Installation Views
Press release

"Near" is the urban texture beneath our feet and the individual's emotional memory; "Faraway" is the expansive cultural horizon and the unknown possibilities of art. Art serves as the bridge between the two, allowing seemingly opposing distances to find resonance.

 

On January 3, 2026, Wuhan Contemporary Art Laboratory (Wuhan C Lab) presents a series of visual works by Dr. Zachary Y. Wang. This exhibition also marks his first return to Wuhan with his work after years of being away from his birthplace. When he left as a youth, he thought his connection to this land had faded; he never expected that these images, which repeatedly ask "Where should I go" in his creative process, would eventually complete a tracing and response to "Where do I come from" in the form of an exhibition in his hometown.

 

The exhibition features two photographic series by Dr. Zachary Y. Wang: #0739 San Francisco records the identity alienation and urban relationships during his studies in San Francisco; 远方 faraway constructs a dialogue between time and memory through an ongoing creation of urban landscapes, inviting viewers to generate their own unique "faraway."

 

In the artist's creative context, "distance" is the core thread throughout – it is the choice of proximity between the lens and the subject, the silent gaze between the work and the viewer, and the interval of looking back at oneself and the past within the dimension of time. These philosophically charged images will construct multiple fields of dialogue within the gallery space, inviting every viewer to explore the inner connection between the individual and the hometown, the present and the past, through light and shadow.

 

Zachary Y. Wang (Zakku) is an artist working with photographic media, installation, and text.
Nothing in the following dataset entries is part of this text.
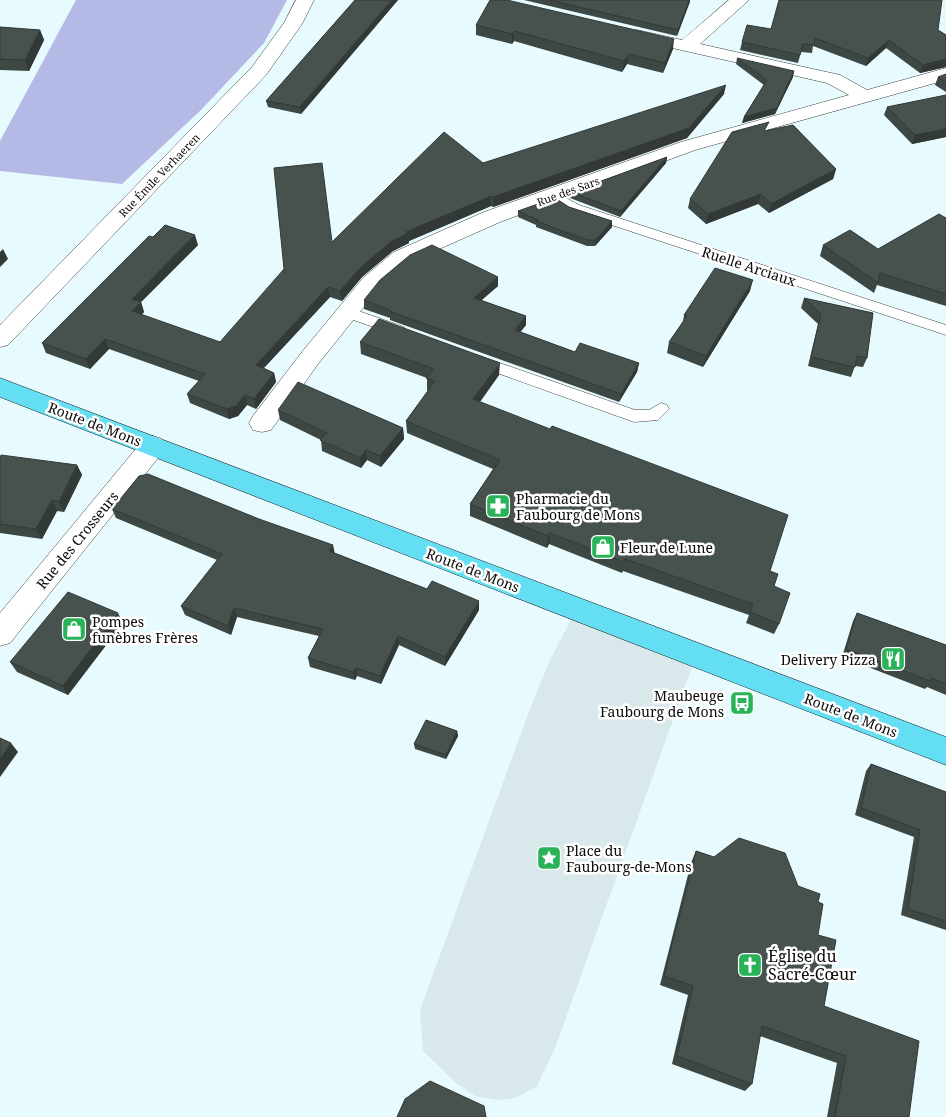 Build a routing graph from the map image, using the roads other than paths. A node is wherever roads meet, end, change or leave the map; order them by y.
1 (305, 0) edge
2 (740, 0) edge
3 (618, 30) edge
4 (686, 46) junction
5 (946, 74) edge
6 (866, 97) junction
7 (555, 196) junction
8 (347, 312) junction
9 (946, 330) edge
10 (411, 336) edge
11 (0, 340) edge
12 (466, 356) edge
13 (0, 386) edge
14 (661, 409) dead end
15 (262, 423) dead end
16 (153, 446) junction
17 (0, 634) edge
18 (946, 751) edge

1 - 11 street, Rue Émile Verhaeren
2 - 4 street
3 - 4 street
4 - 6 street
5 - 6 street, Rue des Sars
6 - 7 street, Rue des Sars
7 - 8 street, Rue des Sars
7 - 9 lane, Ruelle Arciaux
8 - 10 lane
8 - 15 street, Rue des Sars
12 - 14 lane
13 - 16 main road, Route de Mons
16 - 17 street, Rue des Crosseurs
16 - 18 main road, Route de Mons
His practice explores the relationship between visual language and the act of seeing, exploring the nuances of indirect expression, the mechanics of distance, and the interpretive lacunae that emerge in the act of seeing. 

Through ongoing projects such as Faraway, Zachary reflects on physical and psychological distance, using photography as an open-ended medium—one that invites ambiguity, memory, and personal resonance rather than fixed meanings.